Joint position lists:
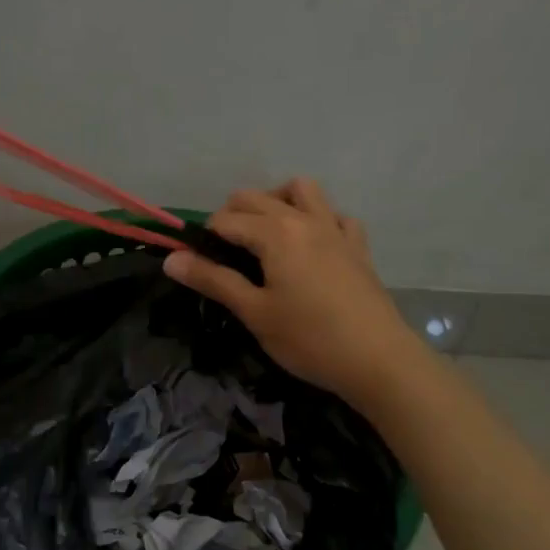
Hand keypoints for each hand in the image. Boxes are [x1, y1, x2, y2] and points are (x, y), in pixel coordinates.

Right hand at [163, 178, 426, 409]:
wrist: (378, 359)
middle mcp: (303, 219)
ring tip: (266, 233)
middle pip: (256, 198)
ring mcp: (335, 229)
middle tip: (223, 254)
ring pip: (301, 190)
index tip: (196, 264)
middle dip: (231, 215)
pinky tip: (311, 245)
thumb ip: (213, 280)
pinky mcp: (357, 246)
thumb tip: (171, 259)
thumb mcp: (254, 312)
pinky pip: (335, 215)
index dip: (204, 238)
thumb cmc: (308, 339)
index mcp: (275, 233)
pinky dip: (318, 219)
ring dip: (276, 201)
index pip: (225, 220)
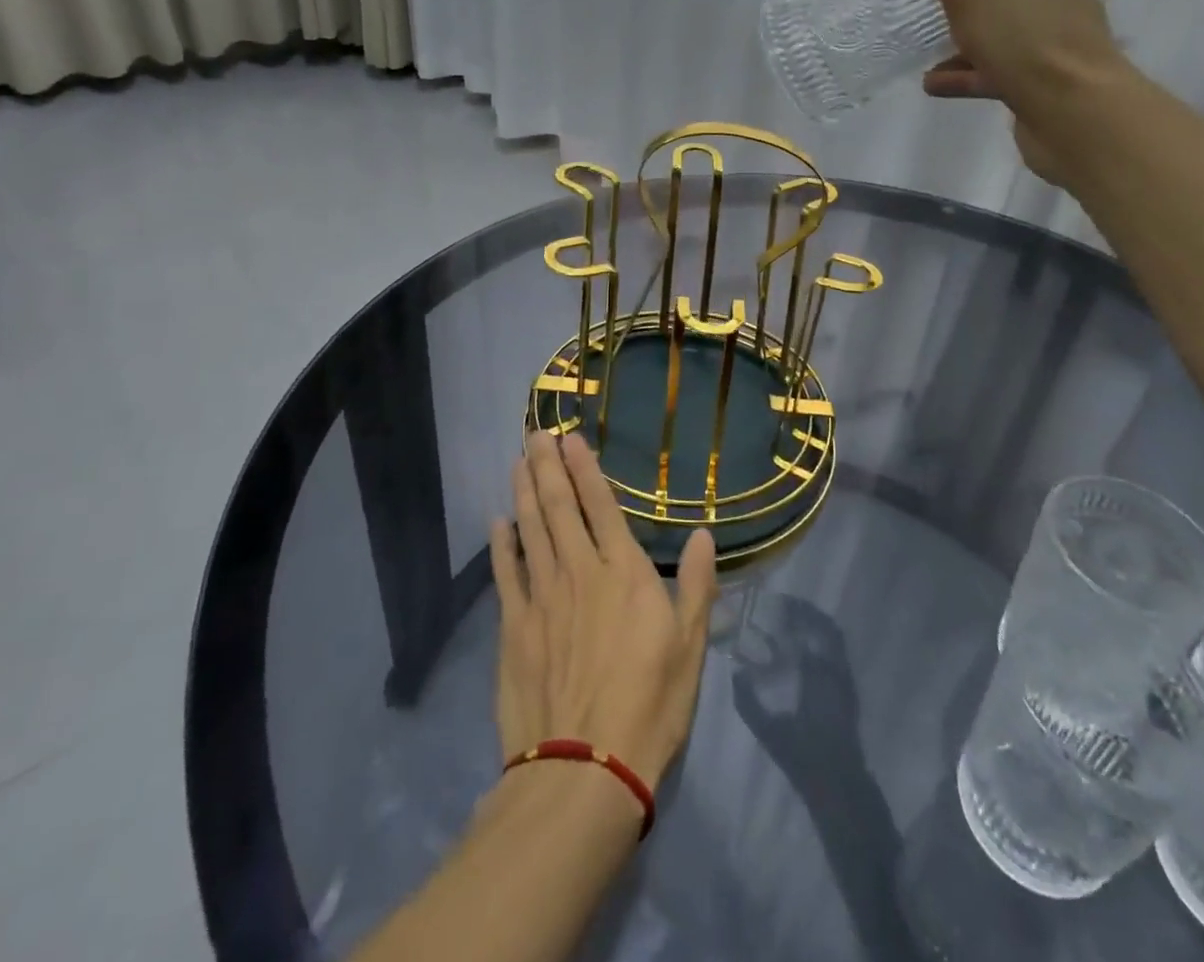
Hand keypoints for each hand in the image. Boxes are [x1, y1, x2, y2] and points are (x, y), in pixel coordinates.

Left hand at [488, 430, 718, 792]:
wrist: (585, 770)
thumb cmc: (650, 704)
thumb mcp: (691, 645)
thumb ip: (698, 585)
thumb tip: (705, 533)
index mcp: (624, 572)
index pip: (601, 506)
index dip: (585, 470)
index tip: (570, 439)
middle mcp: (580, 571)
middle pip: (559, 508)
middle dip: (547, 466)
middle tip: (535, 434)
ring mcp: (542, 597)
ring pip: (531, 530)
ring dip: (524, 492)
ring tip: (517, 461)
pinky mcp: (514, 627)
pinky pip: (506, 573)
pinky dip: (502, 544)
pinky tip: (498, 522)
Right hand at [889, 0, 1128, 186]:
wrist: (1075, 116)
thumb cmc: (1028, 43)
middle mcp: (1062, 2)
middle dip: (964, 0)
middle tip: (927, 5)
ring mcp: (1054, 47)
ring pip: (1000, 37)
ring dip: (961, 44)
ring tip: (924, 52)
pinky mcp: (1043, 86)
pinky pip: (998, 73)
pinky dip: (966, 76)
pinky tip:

» THE TASK: Start at the first line and set down all of the data exactly, passing over the pictures.

» ANSWER BOX:
Hand keypoints for each hand in the image. Boxes are [x1, y1, x2, y2] and points are (x, y), in pixel coordinates.

Right hand at [163, 178, 426, 409]:
wrist: (378, 359)
middle mcp: (303, 219)
ring tip: (266, 233)
middle pip: (256, 198)
ring mcp: (335, 229)
middle tip: (223, 254)
ring pip: (301, 190)
index tip: (196, 264)
middle dip: (231, 215)
pinky tip: (311, 245)
thumb ip: (213, 280)
pinky mcp: (357, 246)
thumb tip: (171, 259)
thumb mcp: (254, 312)
pinky pip: (335, 215)
index dip: (204, 238)
thumb cmc: (308, 339)
index mcp: (275, 233)
pinky dip: (318, 219)
ring dip: (276, 201)
index pip: (225, 220)
Hand keypoints for each hand in the image. Boxes are [x1, y1, x2, y2] and points are (x, y), in pixel coordinates.

Left hand at [488, 430, 718, 792]:
wrist: (585, 770)
thumb cmc: (650, 704)
thumb mcp: (691, 645)
thumb ip: (698, 585)
thumb tip: (705, 533)
index mcp: (624, 572)
index pip: (601, 506)
index dip: (585, 470)
index tip: (570, 439)
middle mcp: (580, 571)
middle pip: (559, 508)
middle dip: (547, 466)
middle tip: (535, 434)
ring mcp: (542, 597)
ring pip: (531, 530)
ring dip: (524, 492)
ring tip: (517, 461)
pinky mcp: (514, 627)
pinky pip: (506, 573)
pinky dip: (502, 544)
pinky tip: (498, 522)
Right hand at [889, 0, 1128, 186]:
wrist: (1075, 116)
thumb cmc: (1028, 43)
middle mcp: (1062, 2)
middle dip: (964, 0)
middle tip: (927, 5)
ring mcp: (1054, 47)
ring pip: (1000, 37)
ring dip: (961, 44)
ring tip: (924, 52)
pinky mcp: (1043, 86)
pinky pip: (998, 73)
pinky dip: (966, 76)
pinky tip:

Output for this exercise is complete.